— Prompt —
The result should be every line of the listing that holds the word "Inner".
- - -
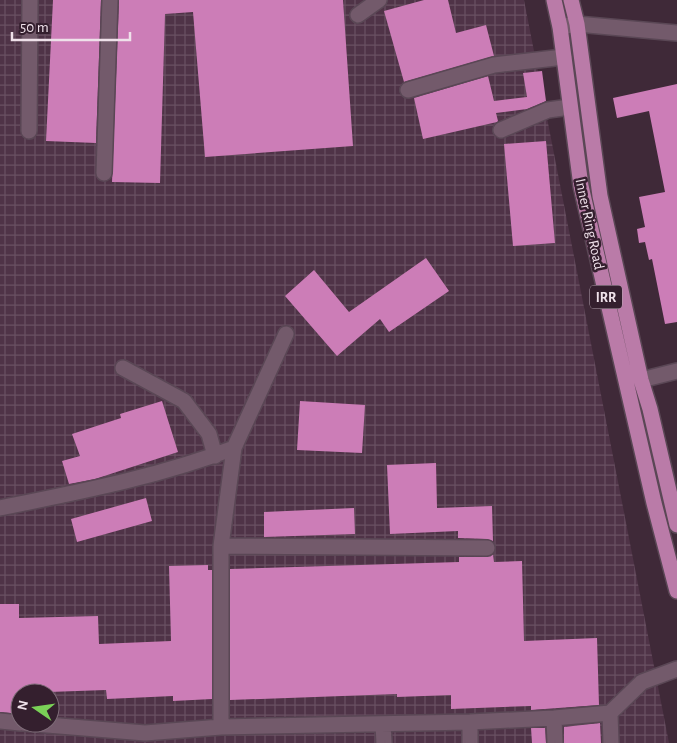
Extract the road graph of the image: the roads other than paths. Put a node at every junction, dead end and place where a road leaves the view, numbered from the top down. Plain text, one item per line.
1 (30, 0) edge
2 (110, 0) edge
3 (379, 0) edge
4 (554, 0) edge
5 (571, 0) edge
6 (358, 15) dead end
7 (576, 24) junction
8 (560, 27) junction
9 (677, 33) edge
10 (564, 56) junction
11 (408, 90) dead end
12 (570, 107) junction
13 (501, 130) dead end
14 (30, 131) dead end
15 (104, 174) dead end
16 (286, 334) dead end
17 (123, 368) dead end
18 (677, 371) edge
19 (641, 380) junction
20 (234, 448) junction
21 (215, 456) junction
22 (0, 508) edge
23 (677, 525) edge
24 (221, 546) junction
25 (487, 548) dead end
26 (677, 591) edge
27 (677, 669) edge
28 (610, 713) junction
29 (554, 718) junction
30 (470, 722) junction
31 (383, 724) junction
32 (221, 727) junction
33 (60, 728) edge
34 (145, 738) edge
35 (384, 743) edge
36 (470, 743) edge
37 (555, 743) edge
38 (611, 743) edge

1 - 14 street
2 - 15 street
3 - 6 street
4 - 8 main road, Inner Ring Road / IRR
5 - 7 main road, Inner Ring Road / IRR
7 - 8 street
7 - 9 street
7 - 19 main road, Inner Ring Road / IRR
8 - 10 main road, Inner Ring Road / IRR
10 - 11 street
10 - 12 main road, Inner Ring Road / IRR
12 - 13 street
12 - 26 main road, Inner Ring Road / IRR
16 - 20 street
17 - 21 street
18 - 19 street
19 - 23 main road, Inner Ring Road / IRR
20 - 21 street
20 - 24 street
21 - 22 street
24 - 25 street
24 - 32 street
27 - 28 street
28 - 29 street
28 - 38 street
29 - 30 street
29 - 37 street
30 - 31 street
30 - 36 street
31 - 32 street
31 - 35 street
32 - 34 street
33 - 34 street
- - -
— Exercise result —
4 - 8 main road, Inner Ring Road / IRR
5 - 7 main road, Inner Ring Road / IRR
7 - 19 main road, Inner Ring Road / IRR
8 - 10 main road, Inner Ring Road / IRR
10 - 12 main road, Inner Ring Road / IRR
12 - 26 main road, Inner Ring Road / IRR
19 - 23 main road, Inner Ring Road / IRR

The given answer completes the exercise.